- **AIM OF THE EXERCISE**:
Within the material below, find each line bearing the word "edges" and present it.

- **PROVIDED RECORDS**:
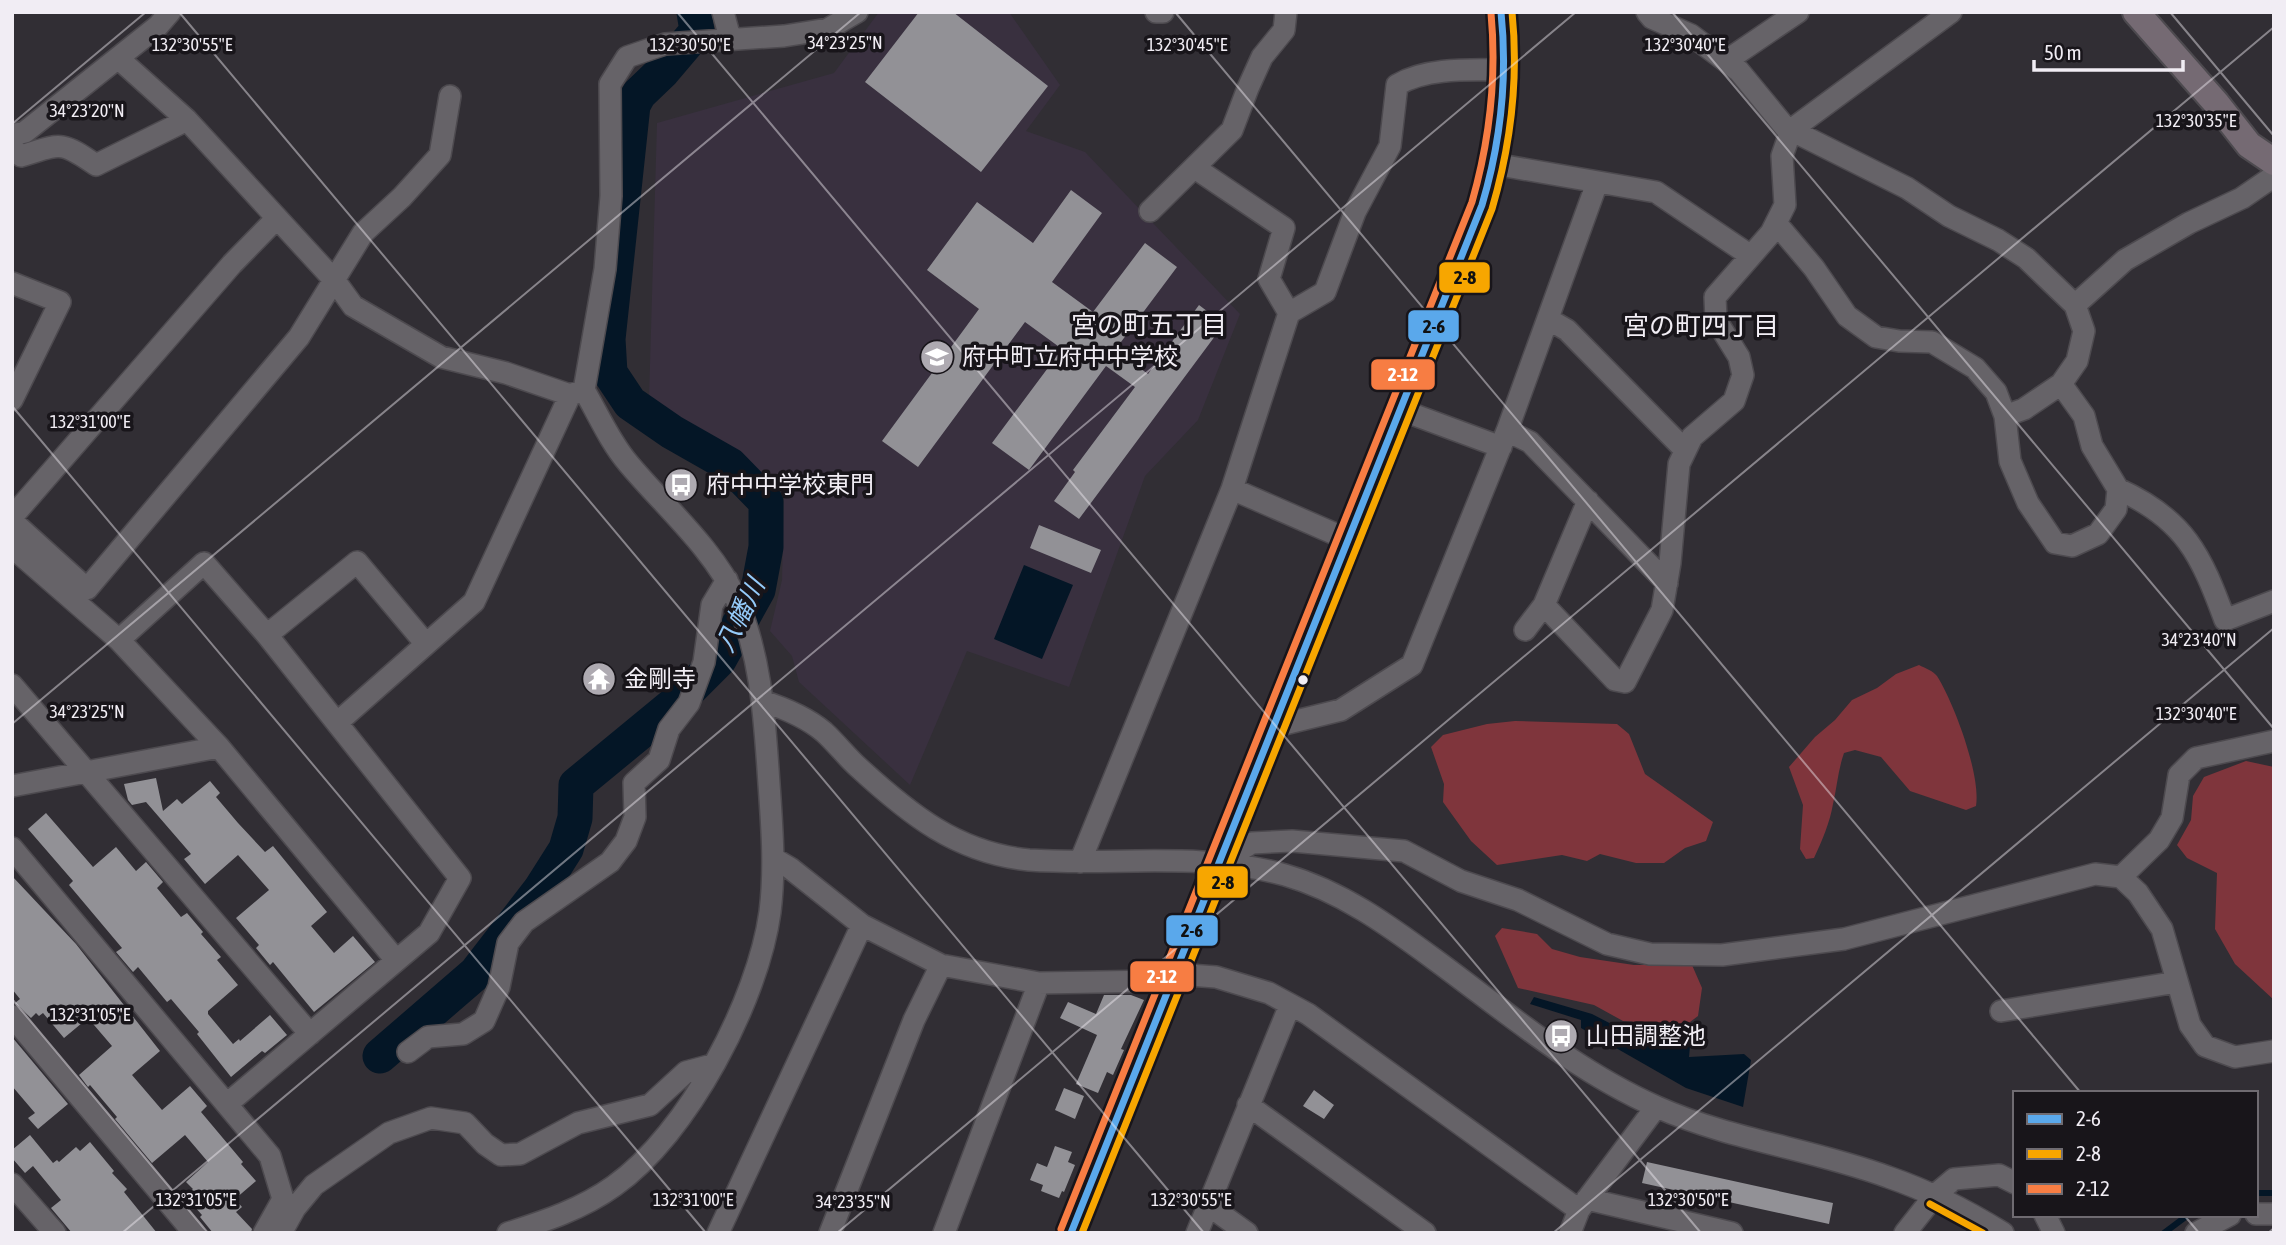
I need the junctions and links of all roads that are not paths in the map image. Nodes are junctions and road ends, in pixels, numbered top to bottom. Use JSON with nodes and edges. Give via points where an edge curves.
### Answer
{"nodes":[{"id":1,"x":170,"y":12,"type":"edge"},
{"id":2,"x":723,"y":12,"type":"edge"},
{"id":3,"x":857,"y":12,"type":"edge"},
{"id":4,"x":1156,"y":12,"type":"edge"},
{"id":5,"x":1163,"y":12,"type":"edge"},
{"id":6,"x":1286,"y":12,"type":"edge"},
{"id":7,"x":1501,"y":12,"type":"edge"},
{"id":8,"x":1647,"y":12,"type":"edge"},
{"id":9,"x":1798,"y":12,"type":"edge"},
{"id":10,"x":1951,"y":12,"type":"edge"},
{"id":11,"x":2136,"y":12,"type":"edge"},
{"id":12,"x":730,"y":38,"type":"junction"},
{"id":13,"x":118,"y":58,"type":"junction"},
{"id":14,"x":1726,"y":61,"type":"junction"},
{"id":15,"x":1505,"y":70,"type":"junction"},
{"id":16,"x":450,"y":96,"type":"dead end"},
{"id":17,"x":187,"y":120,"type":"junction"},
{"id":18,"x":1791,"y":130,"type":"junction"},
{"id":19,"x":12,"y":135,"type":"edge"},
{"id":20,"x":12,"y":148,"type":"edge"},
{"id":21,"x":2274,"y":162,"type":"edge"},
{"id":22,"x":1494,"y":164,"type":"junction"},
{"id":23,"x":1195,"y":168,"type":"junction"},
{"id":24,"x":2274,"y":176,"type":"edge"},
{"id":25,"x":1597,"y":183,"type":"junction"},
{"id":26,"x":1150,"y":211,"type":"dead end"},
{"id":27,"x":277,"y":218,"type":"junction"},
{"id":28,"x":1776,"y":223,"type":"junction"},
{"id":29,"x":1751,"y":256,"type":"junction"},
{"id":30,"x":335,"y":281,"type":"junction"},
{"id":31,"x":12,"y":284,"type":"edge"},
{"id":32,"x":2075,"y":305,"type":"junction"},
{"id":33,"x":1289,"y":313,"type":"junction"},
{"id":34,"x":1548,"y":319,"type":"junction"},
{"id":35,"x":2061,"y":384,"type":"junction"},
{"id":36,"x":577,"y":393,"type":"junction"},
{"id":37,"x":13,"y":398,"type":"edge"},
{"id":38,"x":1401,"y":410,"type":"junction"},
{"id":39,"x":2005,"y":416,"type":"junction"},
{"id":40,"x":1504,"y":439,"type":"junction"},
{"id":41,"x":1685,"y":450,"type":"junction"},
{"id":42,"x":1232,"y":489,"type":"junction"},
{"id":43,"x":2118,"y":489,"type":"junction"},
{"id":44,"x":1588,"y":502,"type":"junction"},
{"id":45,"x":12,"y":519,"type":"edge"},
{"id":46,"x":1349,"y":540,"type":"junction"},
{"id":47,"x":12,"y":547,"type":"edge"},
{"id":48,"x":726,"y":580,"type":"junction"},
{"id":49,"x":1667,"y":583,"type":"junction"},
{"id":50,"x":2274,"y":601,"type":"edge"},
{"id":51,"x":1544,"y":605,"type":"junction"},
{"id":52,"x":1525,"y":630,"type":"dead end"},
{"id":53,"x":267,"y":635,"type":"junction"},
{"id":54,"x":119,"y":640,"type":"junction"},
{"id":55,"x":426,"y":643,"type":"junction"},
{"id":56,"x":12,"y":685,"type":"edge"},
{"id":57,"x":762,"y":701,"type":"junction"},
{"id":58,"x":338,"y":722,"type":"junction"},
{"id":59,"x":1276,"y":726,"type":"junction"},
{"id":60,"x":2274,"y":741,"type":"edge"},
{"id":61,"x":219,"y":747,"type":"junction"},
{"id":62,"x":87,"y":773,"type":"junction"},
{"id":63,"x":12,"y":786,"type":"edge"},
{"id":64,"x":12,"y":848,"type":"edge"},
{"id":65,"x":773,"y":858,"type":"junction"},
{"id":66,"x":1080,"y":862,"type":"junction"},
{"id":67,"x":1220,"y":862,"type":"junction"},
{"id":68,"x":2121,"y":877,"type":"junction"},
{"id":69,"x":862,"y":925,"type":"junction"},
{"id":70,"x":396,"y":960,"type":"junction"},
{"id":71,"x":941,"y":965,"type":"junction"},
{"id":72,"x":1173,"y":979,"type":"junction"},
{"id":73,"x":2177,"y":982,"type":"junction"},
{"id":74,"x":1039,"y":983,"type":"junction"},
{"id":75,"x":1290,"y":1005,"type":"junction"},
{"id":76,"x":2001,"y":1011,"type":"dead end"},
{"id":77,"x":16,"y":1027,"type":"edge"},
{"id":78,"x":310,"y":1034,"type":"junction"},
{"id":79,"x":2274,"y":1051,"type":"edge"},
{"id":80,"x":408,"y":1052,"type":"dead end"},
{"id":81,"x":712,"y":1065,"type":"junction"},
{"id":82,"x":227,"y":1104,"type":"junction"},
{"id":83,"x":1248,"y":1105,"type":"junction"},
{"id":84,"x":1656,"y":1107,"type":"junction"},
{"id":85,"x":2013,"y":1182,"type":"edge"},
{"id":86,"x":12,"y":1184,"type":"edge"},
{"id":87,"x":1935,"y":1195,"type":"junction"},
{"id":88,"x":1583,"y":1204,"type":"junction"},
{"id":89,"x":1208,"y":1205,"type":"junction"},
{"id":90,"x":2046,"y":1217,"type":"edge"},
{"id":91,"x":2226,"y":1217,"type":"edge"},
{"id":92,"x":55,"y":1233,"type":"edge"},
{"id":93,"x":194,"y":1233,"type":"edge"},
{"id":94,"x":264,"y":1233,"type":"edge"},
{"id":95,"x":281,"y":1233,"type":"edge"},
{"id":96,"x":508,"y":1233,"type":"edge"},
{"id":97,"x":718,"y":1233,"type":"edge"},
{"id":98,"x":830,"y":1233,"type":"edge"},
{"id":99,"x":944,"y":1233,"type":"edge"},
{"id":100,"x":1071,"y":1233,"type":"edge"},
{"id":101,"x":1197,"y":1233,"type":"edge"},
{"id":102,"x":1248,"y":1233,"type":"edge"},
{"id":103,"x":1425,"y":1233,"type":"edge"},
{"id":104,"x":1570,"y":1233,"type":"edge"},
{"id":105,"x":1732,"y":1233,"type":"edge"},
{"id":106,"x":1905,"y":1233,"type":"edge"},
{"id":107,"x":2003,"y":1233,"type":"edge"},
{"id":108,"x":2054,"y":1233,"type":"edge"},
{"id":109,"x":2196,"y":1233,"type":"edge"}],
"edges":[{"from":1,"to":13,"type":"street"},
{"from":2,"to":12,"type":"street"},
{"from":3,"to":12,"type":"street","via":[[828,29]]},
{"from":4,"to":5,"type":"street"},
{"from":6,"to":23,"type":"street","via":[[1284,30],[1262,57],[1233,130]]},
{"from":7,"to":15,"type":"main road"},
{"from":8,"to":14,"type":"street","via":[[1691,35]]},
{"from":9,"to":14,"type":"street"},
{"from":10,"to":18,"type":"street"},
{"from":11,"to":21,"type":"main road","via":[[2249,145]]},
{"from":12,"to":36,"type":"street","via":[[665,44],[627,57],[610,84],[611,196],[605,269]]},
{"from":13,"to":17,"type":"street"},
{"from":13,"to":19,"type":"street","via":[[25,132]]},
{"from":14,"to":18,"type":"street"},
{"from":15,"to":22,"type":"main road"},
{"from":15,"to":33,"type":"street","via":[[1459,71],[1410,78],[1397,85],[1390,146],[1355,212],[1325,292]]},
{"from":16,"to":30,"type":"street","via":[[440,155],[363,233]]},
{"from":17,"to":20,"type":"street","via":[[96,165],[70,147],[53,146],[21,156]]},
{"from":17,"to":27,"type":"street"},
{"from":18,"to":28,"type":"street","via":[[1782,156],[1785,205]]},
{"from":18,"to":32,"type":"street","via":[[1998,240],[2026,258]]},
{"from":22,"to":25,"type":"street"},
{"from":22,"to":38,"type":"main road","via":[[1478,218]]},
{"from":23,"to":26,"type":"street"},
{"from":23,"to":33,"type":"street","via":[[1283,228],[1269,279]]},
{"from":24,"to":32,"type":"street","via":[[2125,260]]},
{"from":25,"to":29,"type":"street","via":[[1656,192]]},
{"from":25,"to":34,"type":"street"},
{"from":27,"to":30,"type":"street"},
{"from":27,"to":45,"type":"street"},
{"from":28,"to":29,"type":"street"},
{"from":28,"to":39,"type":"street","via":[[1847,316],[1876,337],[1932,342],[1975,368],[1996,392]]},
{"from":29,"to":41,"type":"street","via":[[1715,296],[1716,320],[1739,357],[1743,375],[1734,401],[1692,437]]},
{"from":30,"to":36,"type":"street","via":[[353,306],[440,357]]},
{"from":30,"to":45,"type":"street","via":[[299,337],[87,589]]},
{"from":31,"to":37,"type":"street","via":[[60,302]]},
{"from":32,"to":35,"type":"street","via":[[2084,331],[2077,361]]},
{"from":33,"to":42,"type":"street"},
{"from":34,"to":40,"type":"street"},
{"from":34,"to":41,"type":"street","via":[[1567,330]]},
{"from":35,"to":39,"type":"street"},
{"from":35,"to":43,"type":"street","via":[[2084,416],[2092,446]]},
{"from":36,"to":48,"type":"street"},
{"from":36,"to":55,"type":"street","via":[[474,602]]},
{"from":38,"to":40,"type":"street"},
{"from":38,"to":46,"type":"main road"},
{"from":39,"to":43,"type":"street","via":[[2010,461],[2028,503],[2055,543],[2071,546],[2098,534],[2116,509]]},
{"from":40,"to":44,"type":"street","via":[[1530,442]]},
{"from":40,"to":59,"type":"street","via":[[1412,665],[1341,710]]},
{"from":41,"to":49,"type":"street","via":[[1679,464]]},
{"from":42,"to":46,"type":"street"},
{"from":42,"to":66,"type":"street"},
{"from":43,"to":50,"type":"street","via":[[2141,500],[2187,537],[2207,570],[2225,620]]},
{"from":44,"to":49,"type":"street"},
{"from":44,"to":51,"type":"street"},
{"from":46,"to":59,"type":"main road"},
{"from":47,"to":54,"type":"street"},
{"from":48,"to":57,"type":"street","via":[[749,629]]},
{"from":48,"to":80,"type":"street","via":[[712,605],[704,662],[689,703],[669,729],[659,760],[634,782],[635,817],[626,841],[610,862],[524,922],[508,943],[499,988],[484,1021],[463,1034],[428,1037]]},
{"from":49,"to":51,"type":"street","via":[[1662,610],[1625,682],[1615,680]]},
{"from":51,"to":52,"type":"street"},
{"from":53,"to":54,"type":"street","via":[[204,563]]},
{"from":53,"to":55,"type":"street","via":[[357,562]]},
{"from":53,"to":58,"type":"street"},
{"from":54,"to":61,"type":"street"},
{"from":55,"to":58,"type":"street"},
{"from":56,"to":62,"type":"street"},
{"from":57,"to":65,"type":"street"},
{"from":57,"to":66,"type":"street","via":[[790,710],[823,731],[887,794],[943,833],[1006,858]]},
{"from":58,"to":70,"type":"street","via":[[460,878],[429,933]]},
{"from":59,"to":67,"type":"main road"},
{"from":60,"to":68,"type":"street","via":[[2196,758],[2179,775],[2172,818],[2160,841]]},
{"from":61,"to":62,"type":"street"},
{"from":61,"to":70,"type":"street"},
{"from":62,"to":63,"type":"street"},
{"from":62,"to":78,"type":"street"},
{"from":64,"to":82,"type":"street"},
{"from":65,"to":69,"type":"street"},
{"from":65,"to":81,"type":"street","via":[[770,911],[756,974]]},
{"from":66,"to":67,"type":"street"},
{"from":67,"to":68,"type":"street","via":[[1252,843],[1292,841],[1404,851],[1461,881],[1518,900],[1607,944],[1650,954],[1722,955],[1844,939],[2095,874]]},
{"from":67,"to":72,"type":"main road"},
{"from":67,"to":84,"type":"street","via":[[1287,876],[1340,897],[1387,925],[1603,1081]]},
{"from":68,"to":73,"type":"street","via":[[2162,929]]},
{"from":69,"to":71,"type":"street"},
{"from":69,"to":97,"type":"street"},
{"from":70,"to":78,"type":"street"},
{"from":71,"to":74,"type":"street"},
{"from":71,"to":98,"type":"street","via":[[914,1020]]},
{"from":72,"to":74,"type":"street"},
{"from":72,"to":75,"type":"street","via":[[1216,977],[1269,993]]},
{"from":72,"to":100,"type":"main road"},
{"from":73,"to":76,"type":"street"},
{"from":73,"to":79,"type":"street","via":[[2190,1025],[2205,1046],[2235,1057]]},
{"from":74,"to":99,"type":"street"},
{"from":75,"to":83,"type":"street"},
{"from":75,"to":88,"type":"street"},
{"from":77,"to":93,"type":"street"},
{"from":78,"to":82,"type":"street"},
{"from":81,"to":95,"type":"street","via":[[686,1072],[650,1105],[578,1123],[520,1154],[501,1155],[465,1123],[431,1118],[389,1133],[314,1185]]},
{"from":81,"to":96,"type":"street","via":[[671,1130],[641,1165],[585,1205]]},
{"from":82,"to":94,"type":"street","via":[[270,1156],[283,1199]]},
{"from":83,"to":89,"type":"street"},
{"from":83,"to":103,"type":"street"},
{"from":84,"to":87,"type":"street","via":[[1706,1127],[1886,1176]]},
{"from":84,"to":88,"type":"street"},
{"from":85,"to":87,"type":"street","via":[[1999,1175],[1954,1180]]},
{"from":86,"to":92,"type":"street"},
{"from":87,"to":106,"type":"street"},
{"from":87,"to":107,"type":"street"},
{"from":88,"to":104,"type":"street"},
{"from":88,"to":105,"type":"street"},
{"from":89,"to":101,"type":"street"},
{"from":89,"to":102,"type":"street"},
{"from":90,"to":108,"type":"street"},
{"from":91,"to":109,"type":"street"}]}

- **YOUR RESPONSE**:
I need the junctions and links of all roads that are not paths in the map image. Nodes are junctions and road ends, in pixels, numbered top to bottom. Use JSON with nodes and edges. Give via points where an edge curves.
"edges":[{"from":1,"to":13,"type":"street"},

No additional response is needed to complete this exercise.